◆ Supplied material ◆
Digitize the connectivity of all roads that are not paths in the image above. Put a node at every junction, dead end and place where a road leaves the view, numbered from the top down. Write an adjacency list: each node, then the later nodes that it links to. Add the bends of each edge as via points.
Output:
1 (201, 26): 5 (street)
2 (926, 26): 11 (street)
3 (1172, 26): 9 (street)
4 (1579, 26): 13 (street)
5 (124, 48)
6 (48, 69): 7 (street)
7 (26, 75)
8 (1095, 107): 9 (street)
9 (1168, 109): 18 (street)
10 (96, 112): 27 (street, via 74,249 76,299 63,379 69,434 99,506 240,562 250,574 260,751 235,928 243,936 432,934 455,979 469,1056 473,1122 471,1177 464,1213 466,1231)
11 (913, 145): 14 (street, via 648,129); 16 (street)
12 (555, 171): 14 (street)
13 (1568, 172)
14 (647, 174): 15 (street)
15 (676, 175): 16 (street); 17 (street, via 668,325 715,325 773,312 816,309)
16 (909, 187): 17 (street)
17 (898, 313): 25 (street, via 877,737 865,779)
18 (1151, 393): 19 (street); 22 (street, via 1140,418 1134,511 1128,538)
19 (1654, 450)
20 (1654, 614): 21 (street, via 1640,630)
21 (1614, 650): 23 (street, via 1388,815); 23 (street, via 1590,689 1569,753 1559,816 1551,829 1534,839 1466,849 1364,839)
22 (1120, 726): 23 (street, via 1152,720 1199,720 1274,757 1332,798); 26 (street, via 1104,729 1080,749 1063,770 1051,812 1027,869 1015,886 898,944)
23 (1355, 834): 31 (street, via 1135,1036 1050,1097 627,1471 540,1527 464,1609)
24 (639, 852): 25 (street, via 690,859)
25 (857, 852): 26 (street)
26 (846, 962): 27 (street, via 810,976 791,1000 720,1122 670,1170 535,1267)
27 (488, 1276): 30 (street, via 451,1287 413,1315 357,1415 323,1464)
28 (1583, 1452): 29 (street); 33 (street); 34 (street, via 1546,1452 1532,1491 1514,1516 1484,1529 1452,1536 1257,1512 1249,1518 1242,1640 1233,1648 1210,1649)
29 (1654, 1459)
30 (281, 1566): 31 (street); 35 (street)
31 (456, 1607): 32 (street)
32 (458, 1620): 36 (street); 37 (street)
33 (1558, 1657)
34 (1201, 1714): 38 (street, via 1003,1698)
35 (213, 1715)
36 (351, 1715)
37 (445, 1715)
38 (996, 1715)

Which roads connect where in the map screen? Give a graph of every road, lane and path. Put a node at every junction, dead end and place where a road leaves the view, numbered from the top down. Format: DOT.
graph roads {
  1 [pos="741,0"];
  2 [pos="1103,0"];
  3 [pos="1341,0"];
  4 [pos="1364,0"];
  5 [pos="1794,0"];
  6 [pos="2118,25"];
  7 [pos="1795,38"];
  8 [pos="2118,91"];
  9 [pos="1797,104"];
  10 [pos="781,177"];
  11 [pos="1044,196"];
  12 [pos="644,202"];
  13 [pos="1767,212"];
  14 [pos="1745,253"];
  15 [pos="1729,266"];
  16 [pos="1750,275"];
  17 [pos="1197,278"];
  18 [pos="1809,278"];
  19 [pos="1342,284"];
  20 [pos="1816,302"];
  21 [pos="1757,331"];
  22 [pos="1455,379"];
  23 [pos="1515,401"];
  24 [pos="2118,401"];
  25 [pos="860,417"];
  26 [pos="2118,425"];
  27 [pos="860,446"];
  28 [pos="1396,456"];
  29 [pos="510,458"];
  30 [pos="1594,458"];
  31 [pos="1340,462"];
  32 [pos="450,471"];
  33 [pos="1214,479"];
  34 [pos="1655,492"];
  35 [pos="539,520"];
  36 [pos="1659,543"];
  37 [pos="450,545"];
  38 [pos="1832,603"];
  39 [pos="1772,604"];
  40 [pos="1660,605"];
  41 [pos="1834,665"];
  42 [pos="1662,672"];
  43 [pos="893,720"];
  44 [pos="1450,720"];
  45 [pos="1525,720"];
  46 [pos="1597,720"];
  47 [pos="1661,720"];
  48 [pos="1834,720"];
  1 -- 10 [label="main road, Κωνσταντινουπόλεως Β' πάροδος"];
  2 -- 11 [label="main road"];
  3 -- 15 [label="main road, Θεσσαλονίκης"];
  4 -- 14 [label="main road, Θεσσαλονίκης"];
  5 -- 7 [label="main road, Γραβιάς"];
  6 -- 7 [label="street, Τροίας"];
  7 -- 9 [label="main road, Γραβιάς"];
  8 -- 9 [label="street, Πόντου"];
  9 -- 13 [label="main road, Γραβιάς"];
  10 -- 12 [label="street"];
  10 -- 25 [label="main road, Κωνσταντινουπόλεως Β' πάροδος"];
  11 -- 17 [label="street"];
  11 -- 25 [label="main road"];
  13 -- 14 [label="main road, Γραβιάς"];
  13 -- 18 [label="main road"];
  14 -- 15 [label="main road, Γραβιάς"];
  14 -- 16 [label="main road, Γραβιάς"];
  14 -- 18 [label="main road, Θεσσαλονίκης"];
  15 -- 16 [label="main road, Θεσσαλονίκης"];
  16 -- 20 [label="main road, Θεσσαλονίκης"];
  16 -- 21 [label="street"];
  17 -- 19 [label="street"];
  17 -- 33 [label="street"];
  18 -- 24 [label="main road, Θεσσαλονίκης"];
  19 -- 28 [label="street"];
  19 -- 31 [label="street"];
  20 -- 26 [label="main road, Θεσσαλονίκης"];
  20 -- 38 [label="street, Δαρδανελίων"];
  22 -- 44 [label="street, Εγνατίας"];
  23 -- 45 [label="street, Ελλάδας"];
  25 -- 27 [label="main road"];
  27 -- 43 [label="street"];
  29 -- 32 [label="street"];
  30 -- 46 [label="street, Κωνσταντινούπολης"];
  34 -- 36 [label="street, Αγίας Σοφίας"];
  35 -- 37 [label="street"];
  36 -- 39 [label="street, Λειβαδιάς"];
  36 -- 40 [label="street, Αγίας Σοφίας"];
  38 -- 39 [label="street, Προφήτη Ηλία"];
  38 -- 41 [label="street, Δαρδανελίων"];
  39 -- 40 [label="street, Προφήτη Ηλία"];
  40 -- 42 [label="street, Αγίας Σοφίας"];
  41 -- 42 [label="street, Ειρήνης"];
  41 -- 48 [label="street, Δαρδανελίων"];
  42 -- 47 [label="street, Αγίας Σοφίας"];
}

◆ Work task ◆
Whenever a line in the data holds "πάροδος", copy that line.

◆ Exercise result ◆
  1 -- 10 [label="main road, Κωνσταντινουπόλεως Β' πάροδος"];
  10 -- 25 [label="main road, Κωνσταντινουπόλεως Β' πάροδος"];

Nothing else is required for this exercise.